Kris Murray declines NBA Combine invitation. What's next for Iowa basketball star?

Iowa men's basketball player Kris Murray declined his invitation to the NBA Combine on Tuesday night. He received an invitation following a strong surge in draft buzz while training in Chicago alongside twin brother Keegan Murray, a projected lottery pick. 

Sure sign that he's returning to Iowa? It's not for certain, according to his father, Kenyon Murray. 

In an interview with Hawk Central on Wednesday morning, Kenyon Murray said Kris is "still in the draft process" and his decision to remain in the draft or return to Iowa will likely run its full course until the June 1 deadline. 

Several NBA teams have expressed interest to Kris and there's the possibility for invitations for individual workouts.
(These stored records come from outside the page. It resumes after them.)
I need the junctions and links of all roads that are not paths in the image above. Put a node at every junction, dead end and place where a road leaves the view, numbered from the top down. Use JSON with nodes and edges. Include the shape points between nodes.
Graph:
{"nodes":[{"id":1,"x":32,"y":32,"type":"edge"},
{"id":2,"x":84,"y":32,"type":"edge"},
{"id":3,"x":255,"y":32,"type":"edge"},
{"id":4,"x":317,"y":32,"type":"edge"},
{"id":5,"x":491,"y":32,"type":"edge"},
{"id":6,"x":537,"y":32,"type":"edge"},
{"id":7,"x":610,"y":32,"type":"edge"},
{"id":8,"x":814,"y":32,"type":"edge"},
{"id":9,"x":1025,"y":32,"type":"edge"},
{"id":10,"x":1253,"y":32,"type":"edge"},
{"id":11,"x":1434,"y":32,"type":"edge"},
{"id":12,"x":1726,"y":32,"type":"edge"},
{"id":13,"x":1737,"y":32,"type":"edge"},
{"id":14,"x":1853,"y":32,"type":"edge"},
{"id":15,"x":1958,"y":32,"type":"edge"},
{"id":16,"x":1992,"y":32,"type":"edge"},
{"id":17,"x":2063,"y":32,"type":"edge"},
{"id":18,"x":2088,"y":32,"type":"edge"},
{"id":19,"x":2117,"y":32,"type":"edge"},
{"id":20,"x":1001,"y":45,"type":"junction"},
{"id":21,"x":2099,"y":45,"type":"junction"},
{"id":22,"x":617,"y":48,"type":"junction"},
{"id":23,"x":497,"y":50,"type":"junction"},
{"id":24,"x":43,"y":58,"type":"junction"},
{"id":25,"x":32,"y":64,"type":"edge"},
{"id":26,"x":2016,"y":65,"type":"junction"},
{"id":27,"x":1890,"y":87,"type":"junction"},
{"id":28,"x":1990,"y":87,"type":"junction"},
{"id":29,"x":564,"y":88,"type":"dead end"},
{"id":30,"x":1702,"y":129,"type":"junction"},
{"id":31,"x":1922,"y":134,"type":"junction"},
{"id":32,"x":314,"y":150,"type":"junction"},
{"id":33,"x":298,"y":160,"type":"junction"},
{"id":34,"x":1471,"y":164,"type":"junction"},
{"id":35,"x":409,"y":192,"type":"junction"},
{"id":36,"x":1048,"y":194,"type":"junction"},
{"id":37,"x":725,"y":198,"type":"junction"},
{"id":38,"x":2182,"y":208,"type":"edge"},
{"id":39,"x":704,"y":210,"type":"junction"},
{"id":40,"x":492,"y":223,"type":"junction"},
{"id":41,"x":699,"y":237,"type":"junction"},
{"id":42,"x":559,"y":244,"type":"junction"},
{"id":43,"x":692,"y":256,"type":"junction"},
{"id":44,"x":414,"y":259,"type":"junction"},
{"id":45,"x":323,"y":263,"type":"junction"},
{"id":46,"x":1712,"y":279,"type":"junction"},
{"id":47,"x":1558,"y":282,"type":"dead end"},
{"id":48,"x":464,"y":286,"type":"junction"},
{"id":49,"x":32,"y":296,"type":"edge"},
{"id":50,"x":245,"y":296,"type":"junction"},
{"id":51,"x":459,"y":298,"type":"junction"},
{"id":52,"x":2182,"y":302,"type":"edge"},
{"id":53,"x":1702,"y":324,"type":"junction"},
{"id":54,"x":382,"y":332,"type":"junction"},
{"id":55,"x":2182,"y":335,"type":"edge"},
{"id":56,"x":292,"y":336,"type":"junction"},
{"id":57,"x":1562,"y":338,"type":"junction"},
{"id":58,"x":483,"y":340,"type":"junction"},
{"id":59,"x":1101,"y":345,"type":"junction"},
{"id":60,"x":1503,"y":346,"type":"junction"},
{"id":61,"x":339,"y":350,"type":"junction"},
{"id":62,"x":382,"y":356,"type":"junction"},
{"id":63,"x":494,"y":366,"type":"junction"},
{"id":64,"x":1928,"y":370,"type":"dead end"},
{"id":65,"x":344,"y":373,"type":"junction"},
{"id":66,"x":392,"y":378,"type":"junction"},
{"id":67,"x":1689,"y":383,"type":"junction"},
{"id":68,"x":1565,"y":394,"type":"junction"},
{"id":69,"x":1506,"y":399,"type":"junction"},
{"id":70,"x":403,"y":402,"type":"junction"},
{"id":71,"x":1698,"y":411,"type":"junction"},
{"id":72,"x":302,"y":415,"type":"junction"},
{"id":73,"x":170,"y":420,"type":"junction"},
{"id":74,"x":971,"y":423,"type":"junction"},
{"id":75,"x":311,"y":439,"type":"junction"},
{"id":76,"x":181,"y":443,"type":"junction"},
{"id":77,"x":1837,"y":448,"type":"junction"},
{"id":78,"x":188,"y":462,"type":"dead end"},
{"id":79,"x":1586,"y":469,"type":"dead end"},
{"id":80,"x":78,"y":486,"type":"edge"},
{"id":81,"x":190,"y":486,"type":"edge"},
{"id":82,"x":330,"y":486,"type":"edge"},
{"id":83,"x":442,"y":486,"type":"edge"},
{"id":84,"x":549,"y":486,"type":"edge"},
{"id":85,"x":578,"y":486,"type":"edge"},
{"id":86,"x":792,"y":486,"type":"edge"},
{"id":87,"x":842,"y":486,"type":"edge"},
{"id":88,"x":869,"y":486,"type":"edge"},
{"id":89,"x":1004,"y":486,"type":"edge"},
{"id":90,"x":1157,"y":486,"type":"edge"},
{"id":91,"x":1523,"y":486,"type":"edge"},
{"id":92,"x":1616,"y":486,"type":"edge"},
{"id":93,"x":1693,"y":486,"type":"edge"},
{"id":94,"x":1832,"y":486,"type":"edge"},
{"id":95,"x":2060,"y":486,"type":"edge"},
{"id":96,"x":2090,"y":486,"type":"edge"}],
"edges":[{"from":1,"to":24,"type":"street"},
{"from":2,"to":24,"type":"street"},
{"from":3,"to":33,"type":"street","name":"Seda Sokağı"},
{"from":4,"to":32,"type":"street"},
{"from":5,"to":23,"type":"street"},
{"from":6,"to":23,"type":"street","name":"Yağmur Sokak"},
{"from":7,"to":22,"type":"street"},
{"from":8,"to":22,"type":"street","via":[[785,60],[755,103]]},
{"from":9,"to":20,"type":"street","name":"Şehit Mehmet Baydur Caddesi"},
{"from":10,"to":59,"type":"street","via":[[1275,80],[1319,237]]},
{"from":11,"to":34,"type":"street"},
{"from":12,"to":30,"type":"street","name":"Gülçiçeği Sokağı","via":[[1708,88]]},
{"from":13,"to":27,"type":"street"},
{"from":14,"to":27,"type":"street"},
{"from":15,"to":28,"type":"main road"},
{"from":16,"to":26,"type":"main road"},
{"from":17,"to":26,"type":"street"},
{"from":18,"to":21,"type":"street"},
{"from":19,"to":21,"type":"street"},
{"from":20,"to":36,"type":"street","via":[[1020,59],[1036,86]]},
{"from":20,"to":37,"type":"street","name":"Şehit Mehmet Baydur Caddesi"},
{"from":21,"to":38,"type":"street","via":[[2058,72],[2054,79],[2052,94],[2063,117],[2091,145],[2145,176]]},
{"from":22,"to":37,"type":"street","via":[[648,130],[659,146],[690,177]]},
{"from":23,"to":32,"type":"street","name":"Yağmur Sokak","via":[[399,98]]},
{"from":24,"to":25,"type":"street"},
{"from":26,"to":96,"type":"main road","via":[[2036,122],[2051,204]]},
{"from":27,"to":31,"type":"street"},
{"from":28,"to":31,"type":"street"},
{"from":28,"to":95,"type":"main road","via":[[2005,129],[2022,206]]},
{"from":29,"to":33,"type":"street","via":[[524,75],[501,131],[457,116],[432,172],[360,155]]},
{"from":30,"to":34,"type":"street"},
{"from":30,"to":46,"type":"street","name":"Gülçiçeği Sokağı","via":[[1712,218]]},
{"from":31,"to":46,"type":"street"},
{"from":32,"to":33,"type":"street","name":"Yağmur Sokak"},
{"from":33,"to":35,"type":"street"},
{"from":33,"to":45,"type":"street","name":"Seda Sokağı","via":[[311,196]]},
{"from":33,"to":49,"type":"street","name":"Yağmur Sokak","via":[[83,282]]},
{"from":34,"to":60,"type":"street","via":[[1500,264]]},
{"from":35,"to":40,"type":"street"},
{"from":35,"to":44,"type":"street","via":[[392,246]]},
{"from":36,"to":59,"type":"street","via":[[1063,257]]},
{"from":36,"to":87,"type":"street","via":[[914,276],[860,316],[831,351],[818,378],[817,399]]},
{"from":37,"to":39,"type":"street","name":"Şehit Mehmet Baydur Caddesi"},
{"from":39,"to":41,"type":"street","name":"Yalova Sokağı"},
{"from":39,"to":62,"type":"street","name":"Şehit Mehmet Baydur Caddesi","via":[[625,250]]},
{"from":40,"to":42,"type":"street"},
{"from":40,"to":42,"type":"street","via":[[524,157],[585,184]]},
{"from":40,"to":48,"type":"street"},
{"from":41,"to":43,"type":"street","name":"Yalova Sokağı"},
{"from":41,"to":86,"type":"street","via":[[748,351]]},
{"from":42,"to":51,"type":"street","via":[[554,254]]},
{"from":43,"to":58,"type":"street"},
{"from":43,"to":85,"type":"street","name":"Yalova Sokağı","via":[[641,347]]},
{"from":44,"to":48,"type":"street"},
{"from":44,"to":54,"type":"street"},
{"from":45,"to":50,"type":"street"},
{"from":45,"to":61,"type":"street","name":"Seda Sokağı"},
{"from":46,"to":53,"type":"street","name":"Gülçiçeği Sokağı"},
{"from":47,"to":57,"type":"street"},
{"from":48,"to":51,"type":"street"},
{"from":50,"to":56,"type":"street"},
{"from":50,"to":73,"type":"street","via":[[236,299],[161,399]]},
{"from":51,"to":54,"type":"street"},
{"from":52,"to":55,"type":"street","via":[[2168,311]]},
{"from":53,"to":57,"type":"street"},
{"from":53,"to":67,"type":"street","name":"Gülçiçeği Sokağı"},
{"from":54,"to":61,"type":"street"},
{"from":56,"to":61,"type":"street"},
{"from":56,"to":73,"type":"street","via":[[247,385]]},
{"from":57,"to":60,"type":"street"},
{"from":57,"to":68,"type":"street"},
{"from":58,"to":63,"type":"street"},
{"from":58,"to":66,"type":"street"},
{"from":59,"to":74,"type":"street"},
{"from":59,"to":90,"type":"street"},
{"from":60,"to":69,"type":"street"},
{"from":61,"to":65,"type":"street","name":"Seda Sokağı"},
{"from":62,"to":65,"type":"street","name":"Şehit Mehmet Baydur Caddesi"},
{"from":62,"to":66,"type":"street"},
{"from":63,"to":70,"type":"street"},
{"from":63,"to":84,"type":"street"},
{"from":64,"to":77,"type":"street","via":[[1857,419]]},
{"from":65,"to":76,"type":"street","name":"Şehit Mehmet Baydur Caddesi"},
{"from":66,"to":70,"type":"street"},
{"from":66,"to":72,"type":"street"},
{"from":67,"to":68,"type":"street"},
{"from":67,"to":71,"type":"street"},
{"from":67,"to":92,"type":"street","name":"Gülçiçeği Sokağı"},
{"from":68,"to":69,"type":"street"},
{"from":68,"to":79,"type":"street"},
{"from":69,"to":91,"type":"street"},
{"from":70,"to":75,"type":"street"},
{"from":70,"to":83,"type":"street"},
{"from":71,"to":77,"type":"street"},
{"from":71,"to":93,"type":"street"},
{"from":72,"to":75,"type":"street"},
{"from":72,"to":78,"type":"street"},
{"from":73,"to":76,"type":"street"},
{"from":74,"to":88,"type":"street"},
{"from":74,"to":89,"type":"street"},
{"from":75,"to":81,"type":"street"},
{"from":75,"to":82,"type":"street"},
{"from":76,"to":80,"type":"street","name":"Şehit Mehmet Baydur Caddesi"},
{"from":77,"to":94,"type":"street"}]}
Therefore, he's not shutting the door on those opportunities and the chance to pique a team's interest in a private session. In the meantime, Kris will continue his path of individual training and taking feedback from teams as it comes. 

Kris and Keegan have been training at a few different facilities, including the Wintrust Arena in Chicago where the combine is held. Their training groups include a wide range of players: NBA Draft hopefuls, NBA and overseas players, as well as NBA G-League players. Those workouts include 1-on-1's, 3-on-3's, situational drills, skills development and basketball classroom work.  

Iowa forward Kris Murray (24) declined his combine invitation but is still keeping his name in the NBA Draft process.

"He just wants all of the information that he can get," Kenyon said to KCJJ radio in a subsequent interview after talking with Hawk Central. "I think the day in, day out workouts against that kind of level of completion has really, really helped him. His confidence is sky high and I think he's in a good situation either way."

Last season, Murray demonstrated two valuable traits to NBA teams, 3-point shooting ability (38%, second-best at Iowa) and versatility on defense. Those skills paired with his 6-foot-8 and 225 pound frame makes Murray the prototypical "three-and-(defense)" prospect that professional teams covet. 

Previously:Inside Kris Murray's big decision: To stay in the NBA Draft or return to Iowa basketball?

Returning to Iowa remains an attractive option.

It's possible that Kris will enter next season as a projected first round pick and could play himself into a higher position with another strong season as the Hawkeyes No. 1 option. He just saw his twin brother do that last season.

And with more responsibility could bring a different dynamic to the team than Keegan did last season. 

"He's not going to be the same player as Keegan," Kenyon said. "(Kris) has always been  a face-to-the-basket, get to his spot (and shoot) and create for other people. He can play from the post but I think he's going to be deadlier from the perimeter. I think you're going to see a more well-rounded version of Kris being able to score at all three levels." 

Iowa's Kris Murray (24) has received interest from several NBA teams over the last few weeks.

Kenyon also addressed Name, Image, Likeness opportunities at Iowa on his KCJJ appearance. Kris Murray could attract a lucrative deal as a prominent college basketball player entering next season but according to Kenyon, any possible deal won't sway his decision-making process. 

"There's enough going on behind the scenes for him that he's not worried about that," Kenyon said. "His main focus of coming back would be to help this team to win a Big Ten title. NIL is nice but for us, a lot of athletes look at it as 'I can make $30,000 in the next couple of months' but what about $30 million in the next couple of years?

"Then is it a fly-by-night opportunity or something you can build a long-lasting relationship with? I think that's a key point for Keegan and Kris. There's going to be a lot of years after basketball so are there any opportunities to partner with companies and people for a long time that's not about just NIL but building a relationship and continuing to help one another." 

What to watch over the next few weeks will be if Kris sets up individual workouts with teams and the subsequent feedback. A team could like what they see enough to commit to using a draft pick on him or the feedback could be that they want to see Kris for another year at Iowa. 

Those results will weight heavily on what Kris decides to do. 

"I think in the end it comes down to where Kris is comfortable," Kenyon said to KCJJ on Wednesday. "Does he want to come back and become a potential All-Big Ten, All-American and playing alongside the guys coming back and possibly win another Big Ten title or does he like what he hears from an NBA team? It's probably going up to the deadline of June 1."